As he attended the launch of a public health awareness campaign at the Imperial College London Diabetes Centre in Abu Dhabi he asked nutritionist Nadine Tayara if she had "got anywhere with McDonald's, have you tried getting it banned? That's the key."
A Clarence House spokesman who was travelling with him issued a statement saying that "The Prince of Wales has for a long time advocated the importance of a balanced diet, especially for children. In visiting the Diabetes Centre today, he was keen to emphasise the need for children to enjoy the widest variety of food and not to eat any particular sort of food to excess."
This isn't of course the first time that Prince Charles has stepped into the debate about food, having previously attacked the amount of genetically modified food being produced which has put him at odds with the British Government.
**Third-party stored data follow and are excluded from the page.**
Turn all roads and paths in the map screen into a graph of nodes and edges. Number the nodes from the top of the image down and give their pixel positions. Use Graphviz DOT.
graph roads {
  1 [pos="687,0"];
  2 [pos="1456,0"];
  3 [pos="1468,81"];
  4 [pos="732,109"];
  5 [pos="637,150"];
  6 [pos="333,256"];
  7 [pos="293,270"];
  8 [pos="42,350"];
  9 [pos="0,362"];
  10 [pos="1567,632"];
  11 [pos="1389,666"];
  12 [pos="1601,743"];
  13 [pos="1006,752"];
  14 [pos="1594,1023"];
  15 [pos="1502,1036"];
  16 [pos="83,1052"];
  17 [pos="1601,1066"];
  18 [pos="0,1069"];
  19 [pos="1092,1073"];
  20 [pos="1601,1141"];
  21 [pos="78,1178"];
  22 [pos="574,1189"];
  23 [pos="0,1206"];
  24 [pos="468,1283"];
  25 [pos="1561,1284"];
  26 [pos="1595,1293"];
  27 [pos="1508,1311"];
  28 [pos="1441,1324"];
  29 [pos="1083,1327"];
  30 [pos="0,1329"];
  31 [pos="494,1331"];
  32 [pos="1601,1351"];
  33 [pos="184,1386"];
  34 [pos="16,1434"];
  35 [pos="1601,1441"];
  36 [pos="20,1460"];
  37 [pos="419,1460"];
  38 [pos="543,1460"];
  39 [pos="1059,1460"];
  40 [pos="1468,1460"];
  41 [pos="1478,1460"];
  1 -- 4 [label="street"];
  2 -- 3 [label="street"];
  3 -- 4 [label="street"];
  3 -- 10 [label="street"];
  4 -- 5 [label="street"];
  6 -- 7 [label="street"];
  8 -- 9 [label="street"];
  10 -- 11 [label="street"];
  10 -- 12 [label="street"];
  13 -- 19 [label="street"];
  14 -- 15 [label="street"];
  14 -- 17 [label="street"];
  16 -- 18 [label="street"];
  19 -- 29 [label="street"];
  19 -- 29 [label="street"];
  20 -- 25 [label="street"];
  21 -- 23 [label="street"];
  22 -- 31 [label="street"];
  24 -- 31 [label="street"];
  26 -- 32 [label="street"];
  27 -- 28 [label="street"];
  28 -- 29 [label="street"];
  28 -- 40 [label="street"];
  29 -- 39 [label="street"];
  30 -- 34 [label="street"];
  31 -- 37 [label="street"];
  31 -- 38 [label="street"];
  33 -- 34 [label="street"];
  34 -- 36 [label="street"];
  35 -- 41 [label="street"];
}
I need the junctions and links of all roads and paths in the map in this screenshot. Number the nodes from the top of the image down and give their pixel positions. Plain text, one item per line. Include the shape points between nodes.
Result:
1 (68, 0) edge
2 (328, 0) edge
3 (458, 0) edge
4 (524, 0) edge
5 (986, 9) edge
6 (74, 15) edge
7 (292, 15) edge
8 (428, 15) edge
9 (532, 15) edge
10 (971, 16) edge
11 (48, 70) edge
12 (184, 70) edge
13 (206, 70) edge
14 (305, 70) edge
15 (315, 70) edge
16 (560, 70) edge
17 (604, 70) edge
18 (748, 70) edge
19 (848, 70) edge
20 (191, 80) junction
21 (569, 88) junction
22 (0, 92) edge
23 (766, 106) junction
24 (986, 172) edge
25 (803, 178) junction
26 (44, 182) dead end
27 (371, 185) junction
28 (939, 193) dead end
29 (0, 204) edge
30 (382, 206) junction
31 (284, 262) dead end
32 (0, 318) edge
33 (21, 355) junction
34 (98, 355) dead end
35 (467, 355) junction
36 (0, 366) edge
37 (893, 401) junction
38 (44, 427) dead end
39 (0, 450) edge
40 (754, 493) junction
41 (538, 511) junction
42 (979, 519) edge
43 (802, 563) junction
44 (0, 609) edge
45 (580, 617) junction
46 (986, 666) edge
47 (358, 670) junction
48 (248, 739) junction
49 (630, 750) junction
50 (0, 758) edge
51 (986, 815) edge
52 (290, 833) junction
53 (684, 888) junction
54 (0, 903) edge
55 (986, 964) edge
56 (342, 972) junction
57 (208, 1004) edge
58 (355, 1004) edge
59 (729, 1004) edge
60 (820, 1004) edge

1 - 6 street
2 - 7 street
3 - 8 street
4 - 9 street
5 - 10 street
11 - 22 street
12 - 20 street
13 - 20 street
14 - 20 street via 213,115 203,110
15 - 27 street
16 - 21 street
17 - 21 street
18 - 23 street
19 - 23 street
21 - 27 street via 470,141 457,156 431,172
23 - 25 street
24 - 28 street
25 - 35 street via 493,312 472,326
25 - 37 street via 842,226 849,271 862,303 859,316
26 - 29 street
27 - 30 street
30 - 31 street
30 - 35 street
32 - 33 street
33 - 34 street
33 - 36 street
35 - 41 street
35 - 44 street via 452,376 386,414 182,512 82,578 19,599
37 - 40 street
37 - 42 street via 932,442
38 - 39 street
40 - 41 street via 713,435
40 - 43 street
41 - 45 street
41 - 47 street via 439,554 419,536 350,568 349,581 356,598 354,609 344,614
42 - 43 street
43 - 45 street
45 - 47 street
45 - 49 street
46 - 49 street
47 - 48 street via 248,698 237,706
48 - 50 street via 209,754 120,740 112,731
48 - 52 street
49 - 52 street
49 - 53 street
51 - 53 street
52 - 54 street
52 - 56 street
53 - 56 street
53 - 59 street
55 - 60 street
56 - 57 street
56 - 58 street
Funnily enough, Princess Diana would often take Princes William and Harry to the McDonald's restaurant opposite Windsor Castle....
10 comments:
Obviously he was joking.
I hope he doesn't have any authoritarian tendencies: he'll certainly be frustrated when he realises he'll never be able to exercise them.
I actually don't mind the grand old Prince speaking out on moral issues, particularly given his conservative instincts, and particularly given the predominance of Hollywood morals in the media. But there is a point where the moral becomes the political and that's where all royals need to be careful. Talking about personal health issues does not, in my opinion, come even close.
That being said, the Queen has been even more wise to maintain a stiff lip, never grant an interview and keep monarchy's distance. Between the two approaches, I prefer the Queen's, but not to the point of criticizing the Prince's.
This is one of the few issues where I must disagree with the Prince of Wales. It would be one thing to urge consumers to practice healthy prudence in their food choices, or to urge food establishments to post nutritional information about their products. But to urge an outright BAN on McDonald's (or cigarettes, or alchohol, or any number of other "incorrect" products) smacks of the nanny state. There just comes a point where individuals have to be allowed to make poor personal choices...and then live with the consequences of those choices.
This comes into the same category as Prince Philip's supposed "gaffes", which are nothing but media beat-ups. It was a throw-away comment, if not a joke, designed to enter sympathetically into the concern of those he was meeting, not a political statement.
Indeed, Swift. I've noticed the same pattern.
Friends, this is was not a joke. It is totally consistent with the Prince's other public statements. The plain fact is that Charles is a total eccentric and an eco nut. Thankfully, the women in his family tend to out live the men, thus we can hope that he will never be king or that it will be for a brief period of time. Further, it is fortunate that the UK is a constitutional monarchy, thus, he will not be making policy. Granted that McD’s food is fairly vile (though the breakfast food is tasty if one is running behind schedule in the morning) never the less it is no more unhealthful than the fare at a fish and chips shop. That his Highness thinks he should be in charge of deciding what his subjects eat, shows how far we have fallen as a civilization.
Have to disagree with Swifts's view that "It was a throw-away comment." From what I picked up from the various articles about this, he clearly knew he was in the presence of reporters and fully expected this to have been picked up.
He of all people is wise enough to watch everything he says wherever he is.
Whither the Beefeaters?
Shed a tear over the chilling corpse of the Mother Country. A King should not be a ninny.
Burton
I don't see this is hugely different from "Something must be done", which is what the Duke of Windsor used to perambulate about and intone when he was Prince of Wales.
Actually, that's not entirely a comfortable parallel, is it?
No, Swift, it isn't. But it's probably an accurate one.